PROMPT — Retype exactly, and only, the lines from the one that contains "Which roads connect" through the final line of the entries.

(Saved entries)
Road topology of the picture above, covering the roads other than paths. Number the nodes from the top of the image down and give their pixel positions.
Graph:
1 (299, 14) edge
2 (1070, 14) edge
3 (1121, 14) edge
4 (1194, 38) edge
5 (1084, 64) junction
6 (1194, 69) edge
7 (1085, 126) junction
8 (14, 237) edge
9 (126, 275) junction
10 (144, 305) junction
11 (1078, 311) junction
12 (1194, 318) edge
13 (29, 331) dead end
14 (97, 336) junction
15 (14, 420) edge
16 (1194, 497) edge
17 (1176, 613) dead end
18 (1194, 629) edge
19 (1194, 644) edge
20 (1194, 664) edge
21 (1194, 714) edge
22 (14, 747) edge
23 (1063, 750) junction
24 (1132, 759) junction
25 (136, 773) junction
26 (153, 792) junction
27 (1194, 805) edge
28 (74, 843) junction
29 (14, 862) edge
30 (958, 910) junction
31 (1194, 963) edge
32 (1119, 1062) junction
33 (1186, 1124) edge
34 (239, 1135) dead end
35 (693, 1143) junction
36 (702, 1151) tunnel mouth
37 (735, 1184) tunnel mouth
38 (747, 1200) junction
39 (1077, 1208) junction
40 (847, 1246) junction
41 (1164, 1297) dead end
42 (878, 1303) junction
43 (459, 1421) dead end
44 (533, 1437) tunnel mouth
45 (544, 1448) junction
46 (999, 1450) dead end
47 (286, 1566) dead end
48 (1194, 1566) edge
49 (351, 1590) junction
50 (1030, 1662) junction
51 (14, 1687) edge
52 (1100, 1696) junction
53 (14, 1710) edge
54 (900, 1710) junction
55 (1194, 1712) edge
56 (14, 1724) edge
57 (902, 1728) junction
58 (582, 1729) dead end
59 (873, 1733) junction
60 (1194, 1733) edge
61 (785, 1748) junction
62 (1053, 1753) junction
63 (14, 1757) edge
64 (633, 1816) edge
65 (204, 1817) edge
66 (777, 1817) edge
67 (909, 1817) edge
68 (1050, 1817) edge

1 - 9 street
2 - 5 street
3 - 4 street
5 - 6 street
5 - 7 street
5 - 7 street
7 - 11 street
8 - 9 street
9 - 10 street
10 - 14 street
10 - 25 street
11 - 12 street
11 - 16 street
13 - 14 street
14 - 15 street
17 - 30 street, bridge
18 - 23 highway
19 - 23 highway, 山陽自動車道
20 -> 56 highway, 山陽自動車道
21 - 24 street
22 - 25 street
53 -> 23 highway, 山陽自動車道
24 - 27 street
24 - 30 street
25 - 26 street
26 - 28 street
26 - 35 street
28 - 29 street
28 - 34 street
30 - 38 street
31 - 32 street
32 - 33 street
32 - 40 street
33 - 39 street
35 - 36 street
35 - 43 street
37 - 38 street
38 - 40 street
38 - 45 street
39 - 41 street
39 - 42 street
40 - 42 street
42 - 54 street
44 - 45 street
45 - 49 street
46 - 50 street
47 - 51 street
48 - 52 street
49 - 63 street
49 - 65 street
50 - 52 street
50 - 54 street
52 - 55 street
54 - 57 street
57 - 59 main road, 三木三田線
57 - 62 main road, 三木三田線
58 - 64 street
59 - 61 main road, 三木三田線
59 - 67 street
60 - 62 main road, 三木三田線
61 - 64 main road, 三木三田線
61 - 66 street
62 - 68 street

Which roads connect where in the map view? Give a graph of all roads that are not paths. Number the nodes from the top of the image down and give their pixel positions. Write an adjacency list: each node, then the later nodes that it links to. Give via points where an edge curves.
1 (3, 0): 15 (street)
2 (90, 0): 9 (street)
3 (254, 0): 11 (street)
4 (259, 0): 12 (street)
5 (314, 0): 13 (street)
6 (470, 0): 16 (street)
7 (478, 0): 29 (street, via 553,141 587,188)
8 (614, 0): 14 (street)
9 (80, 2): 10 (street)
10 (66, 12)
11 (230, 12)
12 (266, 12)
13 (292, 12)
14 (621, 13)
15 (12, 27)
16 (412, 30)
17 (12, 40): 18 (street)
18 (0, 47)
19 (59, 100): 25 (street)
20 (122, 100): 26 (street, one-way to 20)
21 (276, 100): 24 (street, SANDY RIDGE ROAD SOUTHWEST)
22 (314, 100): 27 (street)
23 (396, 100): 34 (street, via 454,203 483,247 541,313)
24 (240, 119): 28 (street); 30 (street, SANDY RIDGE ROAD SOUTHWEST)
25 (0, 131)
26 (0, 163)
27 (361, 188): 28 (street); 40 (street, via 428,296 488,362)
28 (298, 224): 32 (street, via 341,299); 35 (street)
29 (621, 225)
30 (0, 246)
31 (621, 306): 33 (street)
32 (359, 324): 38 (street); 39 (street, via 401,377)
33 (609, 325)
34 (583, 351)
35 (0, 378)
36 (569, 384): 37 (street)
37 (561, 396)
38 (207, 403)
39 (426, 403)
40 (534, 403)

SOLUTION —
Which roads connect where in the map view? Give a graph of all roads that are not paths. Number the nodes from the top of the image down and give their pixel positions. Write an adjacency list: each node, then the later nodes that it links to. Give via points where an edge curves.
1 (3, 0): 15 (street)
2 (90, 0): 9 (street)
3 (254, 0): 11 (street)
4 (259, 0): 12 (street)
5 (314, 0): 13 (street)
6 (470, 0): 16 (street)
7 (478, 0): 29 (street, via 553,141 587,188)
8 (614, 0): 14 (street)
9 (80, 2): 10 (street)
10 (66, 12)
11 (230, 12)
12 (266, 12)
13 (292, 12)
14 (621, 13)
15 (12, 27)
16 (412, 30)
17 (12, 40): 18 (street)
18 (0, 47)
19 (59, 100): 25 (street)
20 (122, 100): 26 (street, one-way to 20)
21 (276, 100): 24 (street, SANDY RIDGE ROAD SOUTHWEST)
22 (314, 100): 27 (street)
23 (396, 100): 34 (street, via 454,203 483,247 541,313)
24 (240, 119): 28 (street); 30 (street, SANDY RIDGE ROAD SOUTHWEST)
25 (0, 131)
26 (0, 163)
27 (361, 188): 28 (street); 40 (street, via 428,296 488,362)
28 (298, 224): 32 (street, via 341,299); 35 (street)
29 (621, 225)
30 (0, 246)
31 (621, 306): 33 (street)
32 (359, 324): 38 (street); 39 (street, via 401,377)
33 (609, 325)
34 (583, 351)
35 (0, 378)
36 (569, 384): 37 (street)
37 (561, 396)
38 (207, 403)
39 (426, 403)
40 (534, 403)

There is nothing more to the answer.